Start of Block
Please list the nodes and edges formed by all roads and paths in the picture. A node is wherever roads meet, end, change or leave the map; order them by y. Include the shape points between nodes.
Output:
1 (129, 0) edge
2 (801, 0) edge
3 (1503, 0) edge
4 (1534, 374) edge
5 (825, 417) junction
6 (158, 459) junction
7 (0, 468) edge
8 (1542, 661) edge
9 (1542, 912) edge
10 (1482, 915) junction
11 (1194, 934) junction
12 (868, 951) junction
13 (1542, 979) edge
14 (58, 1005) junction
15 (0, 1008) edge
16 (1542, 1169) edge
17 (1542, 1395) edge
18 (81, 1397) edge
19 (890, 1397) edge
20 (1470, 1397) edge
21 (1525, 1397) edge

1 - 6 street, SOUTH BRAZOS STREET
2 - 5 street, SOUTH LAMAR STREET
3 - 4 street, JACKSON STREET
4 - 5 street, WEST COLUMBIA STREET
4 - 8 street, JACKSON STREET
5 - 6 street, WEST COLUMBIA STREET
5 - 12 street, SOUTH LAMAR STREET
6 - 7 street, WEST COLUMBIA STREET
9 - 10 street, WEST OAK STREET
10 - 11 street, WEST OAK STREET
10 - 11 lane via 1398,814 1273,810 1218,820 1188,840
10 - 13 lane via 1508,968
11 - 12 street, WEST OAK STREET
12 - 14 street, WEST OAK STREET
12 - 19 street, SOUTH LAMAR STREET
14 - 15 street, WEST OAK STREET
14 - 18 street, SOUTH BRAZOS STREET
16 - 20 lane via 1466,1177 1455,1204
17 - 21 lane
End of Block
▶ [Exercise]: Make a verbatim transcription of all the material.

▶ [Written answer]:
Please list the nodes and edges formed by all roads and paths in the picture. A node is wherever roads meet, end, change or leave the map; order them by y. Include the shape points between nodes.
Output:
1 (129, 0) edge
2 (801, 0) edge
3 (1503, 0) edge
4 (1534, 374) edge
5 (825, 417) junction
6 (158, 459) junction
7 (0, 468) edge
8 (1542, 661) edge
9 (1542, 912) edge
10 (1482, 915) junction
11 (1194, 934) junction
12 (868, 951) junction
13 (1542, 979) edge
14 (58, 1005) junction
15 (0, 1008) edge
16 (1542, 1169) edge
17 (1542, 1395) edge
18 (81, 1397) edge
19 (890, 1397) edge
20 (1470, 1397) edge
21 (1525, 1397) edge

1 - 6 street, SOUTH BRAZOS STREET
2 - 5 street, SOUTH LAMAR STREET
3 - 4 street, JACKSON STREET
4 - 5 street, WEST COLUMBIA STREET
4 - 8 street, JACKSON STREET
5 - 6 street, WEST COLUMBIA STREET
5 - 12 street, SOUTH LAMAR STREET
6 - 7 street, WEST COLUMBIA STREET
9 - 10 street, WEST OAK STREET
10 - 11 street, WEST OAK STREET
10 - 11 lane via 1398,814 1273,810 1218,820 1188,840
10 - 13 lane via 1508,968
11 - 12 street, WEST OAK STREET
12 - 14 street, WEST OAK STREET
12 - 19 street, SOUTH LAMAR STREET
14 - 15 street, WEST OAK STREET
14 - 18 street, SOUTH BRAZOS STREET
16 - 20 lane via 1466,1177 1455,1204
17 - 21 lane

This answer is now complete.